-------- RECORDS SHOWN --------

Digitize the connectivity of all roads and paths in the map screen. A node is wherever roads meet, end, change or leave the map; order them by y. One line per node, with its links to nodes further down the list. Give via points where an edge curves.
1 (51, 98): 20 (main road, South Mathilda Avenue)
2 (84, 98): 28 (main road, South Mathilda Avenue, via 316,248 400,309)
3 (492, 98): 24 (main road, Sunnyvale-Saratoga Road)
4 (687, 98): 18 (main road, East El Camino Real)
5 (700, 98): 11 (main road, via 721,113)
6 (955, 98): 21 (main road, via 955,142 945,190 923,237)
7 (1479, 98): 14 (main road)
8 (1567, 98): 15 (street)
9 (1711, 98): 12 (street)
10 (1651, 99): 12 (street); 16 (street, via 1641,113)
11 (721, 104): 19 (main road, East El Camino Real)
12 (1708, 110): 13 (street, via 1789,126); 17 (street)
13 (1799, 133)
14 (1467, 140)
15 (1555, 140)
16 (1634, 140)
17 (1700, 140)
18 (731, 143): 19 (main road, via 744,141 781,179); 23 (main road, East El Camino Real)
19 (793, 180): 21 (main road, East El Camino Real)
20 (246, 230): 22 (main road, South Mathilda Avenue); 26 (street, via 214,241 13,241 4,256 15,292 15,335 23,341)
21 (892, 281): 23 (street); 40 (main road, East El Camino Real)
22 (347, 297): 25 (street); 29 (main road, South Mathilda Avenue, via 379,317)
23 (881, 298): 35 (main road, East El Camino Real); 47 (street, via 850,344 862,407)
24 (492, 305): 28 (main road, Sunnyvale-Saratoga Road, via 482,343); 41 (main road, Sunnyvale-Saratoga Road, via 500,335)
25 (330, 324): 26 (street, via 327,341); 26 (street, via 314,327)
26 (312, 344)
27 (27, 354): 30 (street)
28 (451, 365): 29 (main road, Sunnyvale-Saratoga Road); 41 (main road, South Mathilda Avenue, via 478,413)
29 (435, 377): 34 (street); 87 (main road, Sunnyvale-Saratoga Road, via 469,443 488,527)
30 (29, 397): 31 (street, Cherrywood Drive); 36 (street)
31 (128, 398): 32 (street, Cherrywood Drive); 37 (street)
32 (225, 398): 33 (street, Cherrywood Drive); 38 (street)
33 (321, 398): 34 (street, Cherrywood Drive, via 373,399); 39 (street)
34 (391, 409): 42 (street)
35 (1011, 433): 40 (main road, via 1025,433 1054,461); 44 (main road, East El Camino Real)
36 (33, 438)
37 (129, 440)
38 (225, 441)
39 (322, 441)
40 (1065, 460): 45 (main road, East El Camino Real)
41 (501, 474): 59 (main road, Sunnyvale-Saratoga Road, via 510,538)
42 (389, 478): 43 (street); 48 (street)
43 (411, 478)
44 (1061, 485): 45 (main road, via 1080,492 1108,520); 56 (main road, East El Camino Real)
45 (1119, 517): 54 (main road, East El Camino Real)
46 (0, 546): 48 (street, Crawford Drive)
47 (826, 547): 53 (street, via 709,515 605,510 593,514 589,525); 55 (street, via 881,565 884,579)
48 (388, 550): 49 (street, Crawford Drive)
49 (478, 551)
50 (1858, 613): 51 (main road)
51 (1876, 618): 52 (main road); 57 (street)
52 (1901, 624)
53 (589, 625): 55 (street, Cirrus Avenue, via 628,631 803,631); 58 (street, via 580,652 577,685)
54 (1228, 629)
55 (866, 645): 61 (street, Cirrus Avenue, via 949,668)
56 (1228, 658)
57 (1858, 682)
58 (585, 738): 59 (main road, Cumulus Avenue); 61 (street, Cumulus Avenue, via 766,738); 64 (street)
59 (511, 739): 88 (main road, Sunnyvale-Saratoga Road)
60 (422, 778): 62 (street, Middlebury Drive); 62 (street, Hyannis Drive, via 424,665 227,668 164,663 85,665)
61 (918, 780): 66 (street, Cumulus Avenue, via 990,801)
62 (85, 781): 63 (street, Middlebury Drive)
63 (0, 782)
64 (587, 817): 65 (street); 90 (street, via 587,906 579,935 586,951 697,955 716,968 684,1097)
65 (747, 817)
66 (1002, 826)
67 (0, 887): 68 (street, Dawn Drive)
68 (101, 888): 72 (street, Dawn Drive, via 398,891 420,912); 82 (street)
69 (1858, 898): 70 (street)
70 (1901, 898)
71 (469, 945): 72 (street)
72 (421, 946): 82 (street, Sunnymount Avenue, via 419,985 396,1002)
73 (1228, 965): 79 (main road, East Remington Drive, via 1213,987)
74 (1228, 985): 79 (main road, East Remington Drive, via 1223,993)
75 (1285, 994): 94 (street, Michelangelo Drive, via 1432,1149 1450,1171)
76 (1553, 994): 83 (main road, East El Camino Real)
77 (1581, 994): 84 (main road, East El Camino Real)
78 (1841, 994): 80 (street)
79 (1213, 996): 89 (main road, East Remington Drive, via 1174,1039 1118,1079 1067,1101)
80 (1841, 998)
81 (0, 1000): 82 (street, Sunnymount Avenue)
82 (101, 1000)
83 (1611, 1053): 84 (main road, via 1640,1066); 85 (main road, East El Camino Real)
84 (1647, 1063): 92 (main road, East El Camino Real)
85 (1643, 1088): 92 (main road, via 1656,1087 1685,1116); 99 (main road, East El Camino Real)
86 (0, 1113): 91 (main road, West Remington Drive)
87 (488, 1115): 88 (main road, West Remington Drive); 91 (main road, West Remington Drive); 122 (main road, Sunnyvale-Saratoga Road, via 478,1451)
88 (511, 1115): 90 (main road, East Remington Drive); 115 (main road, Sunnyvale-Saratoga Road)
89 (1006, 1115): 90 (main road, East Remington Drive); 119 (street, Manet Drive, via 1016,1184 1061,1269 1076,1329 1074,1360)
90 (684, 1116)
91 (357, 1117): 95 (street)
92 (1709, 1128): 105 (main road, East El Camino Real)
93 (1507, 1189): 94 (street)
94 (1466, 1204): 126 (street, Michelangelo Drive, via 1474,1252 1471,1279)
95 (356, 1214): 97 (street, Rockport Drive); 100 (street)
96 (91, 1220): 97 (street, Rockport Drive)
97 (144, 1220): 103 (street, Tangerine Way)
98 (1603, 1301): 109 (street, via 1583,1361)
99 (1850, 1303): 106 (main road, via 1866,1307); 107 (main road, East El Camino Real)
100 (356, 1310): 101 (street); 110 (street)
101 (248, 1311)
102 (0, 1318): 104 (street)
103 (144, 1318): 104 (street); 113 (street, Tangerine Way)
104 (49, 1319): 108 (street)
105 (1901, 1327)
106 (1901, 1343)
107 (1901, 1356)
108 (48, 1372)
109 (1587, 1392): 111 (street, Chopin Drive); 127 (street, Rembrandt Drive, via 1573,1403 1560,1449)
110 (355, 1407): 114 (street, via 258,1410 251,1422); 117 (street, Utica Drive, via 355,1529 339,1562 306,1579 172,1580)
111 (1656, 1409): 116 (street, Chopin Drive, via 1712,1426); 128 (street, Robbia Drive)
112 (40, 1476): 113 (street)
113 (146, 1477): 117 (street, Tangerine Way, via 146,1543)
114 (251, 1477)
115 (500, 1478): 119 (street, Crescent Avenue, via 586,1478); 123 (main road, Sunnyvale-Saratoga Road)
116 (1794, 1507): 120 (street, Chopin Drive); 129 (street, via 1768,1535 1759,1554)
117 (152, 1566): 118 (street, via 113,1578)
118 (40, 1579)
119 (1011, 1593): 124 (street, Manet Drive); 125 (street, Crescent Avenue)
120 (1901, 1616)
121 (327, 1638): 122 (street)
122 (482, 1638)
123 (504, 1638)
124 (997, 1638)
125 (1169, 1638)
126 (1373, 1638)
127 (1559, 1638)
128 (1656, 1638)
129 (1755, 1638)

--------

TASK GOAL => Give back each entry so that it matches the original word for word.

TASK ANSWER =>
Digitize the connectivity of all roads and paths in the map screen. A node is wherever roads meet, end, change or leave the map; order them by y. One line per node, with its links to nodes further down the list. Give via points where an edge curves.
1 (51, 98): 20 (main road, South Mathilda Avenue)
2 (84, 98): 28 (main road, South Mathilda Avenue, via 316,248 400,309)
3 (492, 98): 24 (main road, Sunnyvale-Saratoga Road)
4 (687, 98): 18 (main road, East El Camino Real)
5 (700, 98): 11 (main road, via 721,113)
6 (955, 98): 21 (main road, via 955,142 945,190 923,237)
7 (1479, 98): 14 (main road)
8 (1567, 98): 15 (street)
9 (1711, 98): 12 (street)
10 (1651, 99): 12 (street); 16 (street, via 1641,113)
11 (721, 104): 19 (main road, East El Camino Real)
12 (1708, 110): 13 (street, via 1789,126); 17 (street)
13 (1799, 133)
14 (1467, 140)
15 (1555, 140)
16 (1634, 140)
17 (1700, 140)
18 (731, 143): 19 (main road, via 744,141 781,179); 23 (main road, East El Camino Real)
19 (793, 180): 21 (main road, East El Camino Real)
20 (246, 230): 22 (main road, South Mathilda Avenue); 26 (street, via 214,241 13,241 4,256 15,292 15,335 23,341)
21 (892, 281): 23 (street); 40 (main road, East El Camino Real)
22 (347, 297): 25 (street); 29 (main road, South Mathilda Avenue, via 379,317)
23 (881, 298): 35 (main road, East El Camino Real); 47 (street, via 850,344 862,407)
24 (492, 305): 28 (main road, Sunnyvale-Saratoga Road, via 482,343); 41 (main road, Sunnyvale-Saratoga Road, via 500,335)
25 (330, 324): 26 (street, via 327,341); 26 (street, via 314,327)
26 (312, 344)
27 (27, 354): 30 (street)
28 (451, 365): 29 (main road, Sunnyvale-Saratoga Road); 41 (main road, South Mathilda Avenue, via 478,413)
29 (435, 377): 34 (street); 87 (main road, Sunnyvale-Saratoga Road, via 469,443 488,527)
30 (29, 397): 31 (street, Cherrywood Drive); 36 (street)
31 (128, 398): 32 (street, Cherrywood Drive); 37 (street)
32 (225, 398): 33 (street, Cherrywood Drive); 38 (street)
33 (321, 398): 34 (street, Cherrywood Drive, via 373,399); 39 (street)
34 (391, 409): 42 (street)
35 (1011, 433): 40 (main road, via 1025,433 1054,461); 44 (main road, East El Camino Real)
36 (33, 438)
37 (129, 440)
38 (225, 441)
39 (322, 441)
40 (1065, 460): 45 (main road, East El Camino Real)
41 (501, 474): 59 (main road, Sunnyvale-Saratoga Road, via 510,538)
42 (389, 478): 43 (street); 48 (street)
43 (411, 478)
44 (1061, 485): 45 (main road, via 1080,492 1108,520); 56 (main road, East El Camino Real)
45 (1119, 517): 54 (main road, East El Camino Real)
46 (0, 546): 48 (street, Crawford Drive)
47 (826, 547): 53 (street, via 709,515 605,510 593,514 589,525); 55 (street, via 881,565 884,579)
48 (388, 550): 49 (street, Crawford Drive)
49 (478, 551)
50 (1858, 613): 51 (main road)
51 (1876, 618): 52 (main road); 57 (street)
52 (1901, 624)
53 (589, 625): 55 (street, Cirrus Avenue, via 628,631 803,631); 58 (street, via 580,652 577,685)
54 (1228, 629)
55 (866, 645): 61 (street, Cirrus Avenue, via 949,668)
56 (1228, 658)
57 (1858, 682)
58 (585, 738): 59 (main road, Cumulus Avenue); 61 (street, Cumulus Avenue, via 766,738); 64 (street)
59 (511, 739): 88 (main road, Sunnyvale-Saratoga Road)
60 (422, 778): 62 (street, Middlebury Drive); 62 (street, Hyannis Drive, via 424,665 227,668 164,663 85,665)
61 (918, 780): 66 (street, Cumulus Avenue, via 990,801)
62 (85, 781): 63 (street, Middlebury Drive)
63 (0, 782)
64 (587, 817): 65 (street); 90 (street, via 587,906 579,935 586,951 697,955 716,968 684,1097)
65 (747, 817)
66 (1002, 826)
67 (0, 887): 68 (street, Dawn Drive)
68 (101, 888): 72 (street, Dawn Drive, via 398,891 420,912); 82 (street)
69 (1858, 898): 70 (street)
70 (1901, 898)
71 (469, 945): 72 (street)
72 (421, 946): 82 (street, Sunnymount Avenue, via 419,985 396,1002)
73 (1228, 965): 79 (main road, East Remington Drive, via 1213,987)
74 (1228, 985): 79 (main road, East Remington Drive, via 1223,993)
75 (1285, 994): 94 (street, Michelangelo Drive, via 1432,1149 1450,1171)
76 (1553, 994): 83 (main road, East El Camino Real)
77 (1581, 994): 84 (main road, East El Camino Real)
78 (1841, 994): 80 (street)
79 (1213, 996): 89 (main road, East Remington Drive, via 1174,1039 1118,1079 1067,1101)
80 (1841, 998)
81 (0, 1000): 82 (street, Sunnymount Avenue)
82 (101, 1000)
83 (1611, 1053): 84 (main road, via 1640,1066); 85 (main road, East El Camino Real)
84 (1647, 1063): 92 (main road, East El Camino Real)
85 (1643, 1088): 92 (main road, via 1656,1087 1685,1116); 99 (main road, East El Camino Real)
86 (0, 1113): 91 (main road, West Remington Drive)
87 (488, 1115): 88 (main road, West Remington Drive); 91 (main road, West Remington Drive); 122 (main road, Sunnyvale-Saratoga Road, via 478,1451)
88 (511, 1115): 90 (main road, East Remington Drive); 115 (main road, Sunnyvale-Saratoga Road)
89 (1006, 1115): 90 (main road, East Remington Drive); 119 (street, Manet Drive, via 1016,1184 1061,1269 1076,1329 1074,1360)
90 (684, 1116)
91 (357, 1117): 95 (street)
92 (1709, 1128): 105 (main road, East El Camino Real)
93 (1507, 1189): 94 (street)
94 (1466, 1204): 126 (street, Michelangelo Drive, via 1474,1252 1471,1279)
95 (356, 1214): 97 (street, Rockport Drive); 100 (street)
96 (91, 1220): 97 (street, Rockport Drive)
97 (144, 1220): 103 (street, Tangerine Way)
98 (1603, 1301): 109 (street, via 1583,1361)
99 (1850, 1303): 106 (main road, via 1866,1307); 107 (main road, East El Camino Real)
100 (356, 1310): 101 (street); 110 (street)
101 (248, 1311)
102 (0, 1318): 104 (street)
103 (144, 1318): 104 (street); 113 (street, Tangerine Way)
104 (49, 1319): 108 (street)
105 (1901, 1327)
106 (1901, 1343)
107 (1901, 1356)
108 (48, 1372)
109 (1587, 1392): 111 (street, Chopin Drive); 127 (street, Rembrandt Drive, via 1573,1403 1560,1449)
110 (355, 1407): 114 (street, via 258,1410 251,1422); 117 (street, Utica Drive, via 355,1529 339,1562 306,1579 172,1580)
111 (1656, 1409): 116 (street, Chopin Drive, via 1712,1426); 128 (street, Robbia Drive)
112 (40, 1476): 113 (street)
113 (146, 1477): 117 (street, Tangerine Way, via 146,1543)
114 (251, 1477)
115 (500, 1478): 119 (street, Crescent Avenue, via 586,1478); 123 (main road, Sunnyvale-Saratoga Road)
116 (1794, 1507): 120 (street, Chopin Drive); 129 (street, via 1768,1535 1759,1554)
117 (152, 1566): 118 (street, via 113,1578)
118 (40, 1579)
119 (1011, 1593): 124 (street, Manet Drive); 125 (street, Crescent Avenue)
120 (1901, 1616)
121 (327, 1638): 122 (street)
122 (482, 1638)
123 (504, 1638)
124 (997, 1638)
125 (1169, 1638)
126 (1373, 1638)
127 (1559, 1638)
128 (1656, 1638)
129 (1755, 1638)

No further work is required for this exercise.